### Task objective
Transcribe the following records exactly, images excluded.

Content starts

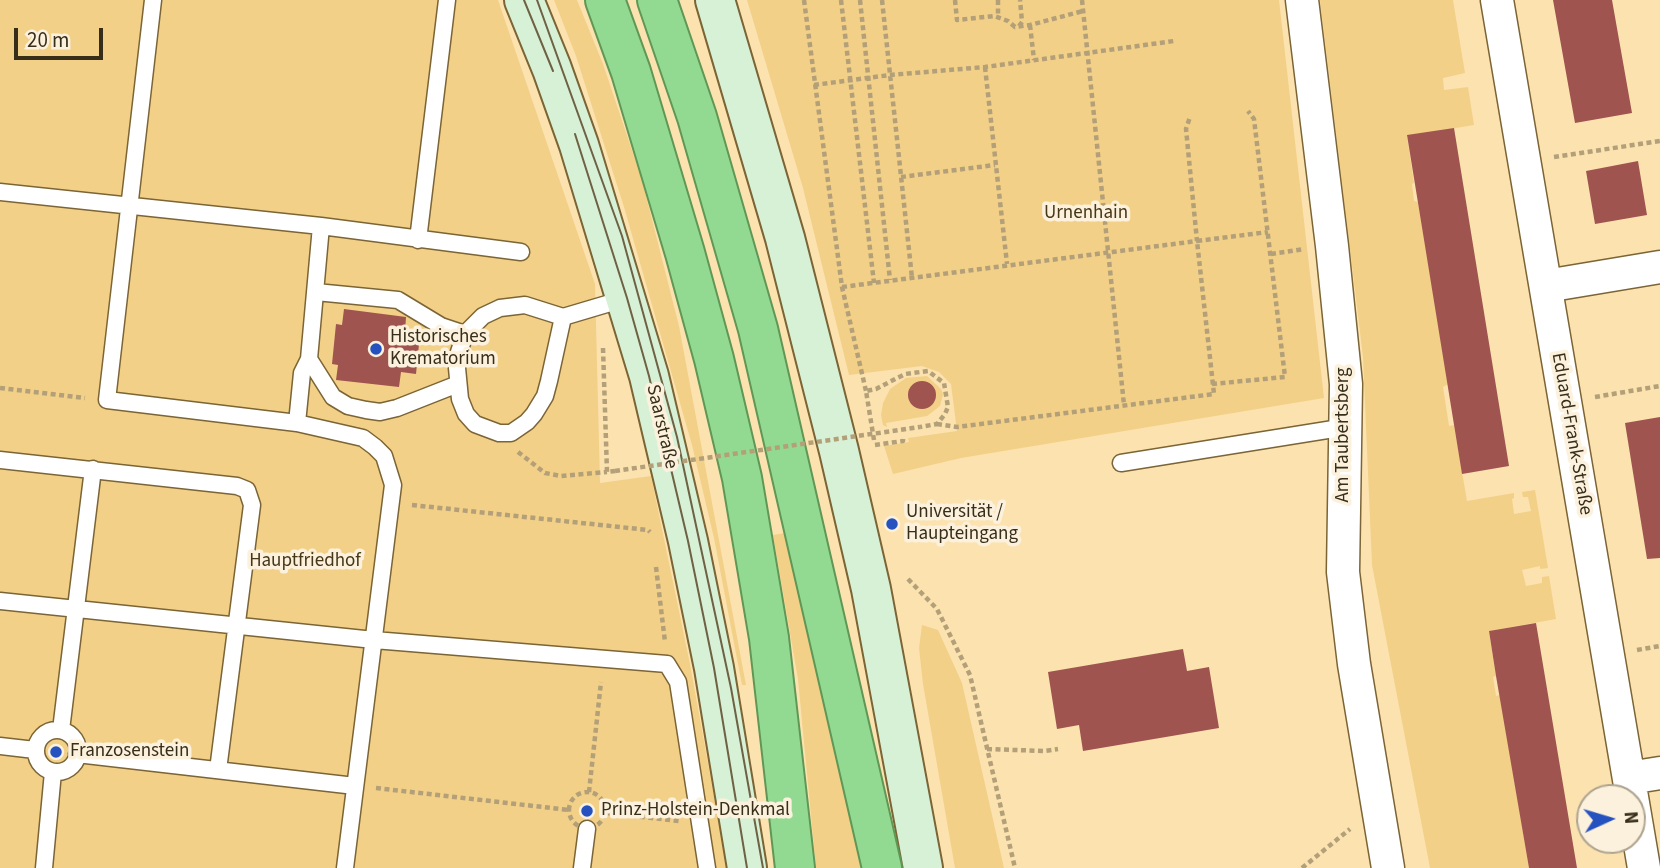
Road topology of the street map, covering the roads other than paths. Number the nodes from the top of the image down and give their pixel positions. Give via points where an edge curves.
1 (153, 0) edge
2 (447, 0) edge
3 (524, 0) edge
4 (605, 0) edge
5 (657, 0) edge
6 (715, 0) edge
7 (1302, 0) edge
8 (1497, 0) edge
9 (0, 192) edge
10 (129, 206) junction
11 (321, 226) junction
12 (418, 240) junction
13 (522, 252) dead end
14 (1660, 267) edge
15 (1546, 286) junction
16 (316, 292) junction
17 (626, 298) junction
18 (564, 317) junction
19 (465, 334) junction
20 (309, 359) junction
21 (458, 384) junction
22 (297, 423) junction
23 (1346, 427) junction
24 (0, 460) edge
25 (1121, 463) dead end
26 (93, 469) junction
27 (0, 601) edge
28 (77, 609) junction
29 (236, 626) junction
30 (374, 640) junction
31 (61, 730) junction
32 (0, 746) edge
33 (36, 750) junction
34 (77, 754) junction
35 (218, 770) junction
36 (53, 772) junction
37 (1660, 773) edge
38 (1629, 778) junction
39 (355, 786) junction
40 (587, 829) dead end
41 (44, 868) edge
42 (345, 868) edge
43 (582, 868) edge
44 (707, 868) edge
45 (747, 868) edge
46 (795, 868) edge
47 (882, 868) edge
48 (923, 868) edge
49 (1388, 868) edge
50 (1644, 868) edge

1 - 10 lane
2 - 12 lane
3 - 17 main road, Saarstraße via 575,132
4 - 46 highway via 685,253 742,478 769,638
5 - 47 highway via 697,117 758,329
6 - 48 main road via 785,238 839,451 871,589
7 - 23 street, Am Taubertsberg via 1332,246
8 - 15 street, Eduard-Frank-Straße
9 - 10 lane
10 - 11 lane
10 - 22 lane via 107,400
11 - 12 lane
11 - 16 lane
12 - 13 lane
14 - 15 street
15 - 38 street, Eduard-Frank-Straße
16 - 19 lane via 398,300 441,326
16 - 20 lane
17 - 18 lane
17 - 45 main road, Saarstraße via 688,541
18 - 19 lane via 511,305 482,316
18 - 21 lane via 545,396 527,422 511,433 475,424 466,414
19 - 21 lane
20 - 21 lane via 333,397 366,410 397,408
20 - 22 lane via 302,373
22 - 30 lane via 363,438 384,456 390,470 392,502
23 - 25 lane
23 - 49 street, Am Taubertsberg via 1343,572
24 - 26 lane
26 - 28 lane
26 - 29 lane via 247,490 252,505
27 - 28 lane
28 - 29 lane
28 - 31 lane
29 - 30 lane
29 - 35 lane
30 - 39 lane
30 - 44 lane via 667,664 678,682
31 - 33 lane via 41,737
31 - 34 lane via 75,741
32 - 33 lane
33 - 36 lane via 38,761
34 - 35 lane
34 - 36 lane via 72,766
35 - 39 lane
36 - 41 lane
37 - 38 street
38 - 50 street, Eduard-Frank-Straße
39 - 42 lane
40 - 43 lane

Content ends

### Response to this task
Road topology of the street map, covering the roads other than paths. Number the nodes from the top of the image down and give their pixel positions. Give via points where an edge curves.
1 (153, 0) edge
2 (447, 0) edge
3 (524, 0) edge
4 (605, 0) edge
5 (657, 0) edge
6 (715, 0) edge
7 (1302, 0) edge
8 (1497, 0) edge
9 (0, 192) edge
10 (129, 206) junction
11 (321, 226) junction
12 (418, 240) junction
13 (522, 252) dead end
14 (1660, 267) edge
15 (1546, 286) junction
16 (316, 292) junction
17 (626, 298) junction
18 (564, 317) junction
19 (465, 334) junction
20 (309, 359) junction
21 (458, 384) junction
22 (297, 423) junction
23 (1346, 427) junction
24 (0, 460) edge
25 (1121, 463) dead end
26 (93, 469) junction
27 (0, 601) edge
28 (77, 609) junction
29 (236, 626) junction
30 (374, 640) junction
31 (61, 730) junction
32 (0, 746) edge
33 (36, 750) junction
34 (77, 754) junction
35 (218, 770) junction
36 (53, 772) junction
37 (1660, 773) edge
38 (1629, 778) junction
39 (355, 786) junction
40 (587, 829) dead end
41 (44, 868) edge
42 (345, 868) edge
43 (582, 868) edge
44 (707, 868) edge
45 (747, 868) edge
46 (795, 868) edge
47 (882, 868) edge
48 (923, 868) edge
49 (1388, 868) edge
50 (1644, 868) edge

1 - 10 lane
2 - 12 lane
3 - 17 main road, Saarstraße via 575,132
4 - 46 highway via 685,253 742,478 769,638
5 - 47 highway via 697,117 758,329
6 - 48 main road via 785,238 839,451 871,589
7 - 23 street, Am Taubertsberg via 1332,246
8 - 15 street, Eduard-Frank-Straße
9 - 10 lane
10 - 11 lane
10 - 22 lane via 107,400
11 - 12 lane
11 - 16 lane
12 - 13 lane
14 - 15 street
15 - 38 street, Eduard-Frank-Straße
16 - 19 lane via 398,300 441,326
16 - 20 lane
17 - 18 lane
17 - 45 main road, Saarstraße via 688,541
18 - 19 lane via 511,305 482,316
18 - 21 lane via 545,396 527,422 511,433 475,424 466,414
19 - 21 lane
20 - 21 lane via 333,397 366,410 397,408
20 - 22 lane via 302,373
22 - 30 lane via 363,438 384,456 390,470 392,502
23 - 25 lane
23 - 49 street, Am Taubertsberg via 1343,572
24 - 26 lane
26 - 28 lane
26 - 29 lane via 247,490 252,505
27 - 28 lane
28 - 29 lane
28 - 31 lane
29 - 30 lane
29 - 35 lane
30 - 39 lane
30 - 44 lane via 667,664 678,682
31 - 33 lane via 41,737
31 - 34 lane via 75,741
32 - 33 lane
33 - 36 lane via 38,761
34 - 35 lane
34 - 36 lane via 72,766
35 - 39 lane
36 - 41 lane
37 - 38 street
38 - 50 street, Eduard-Frank-Straße
39 - 42 lane
40 - 43 lane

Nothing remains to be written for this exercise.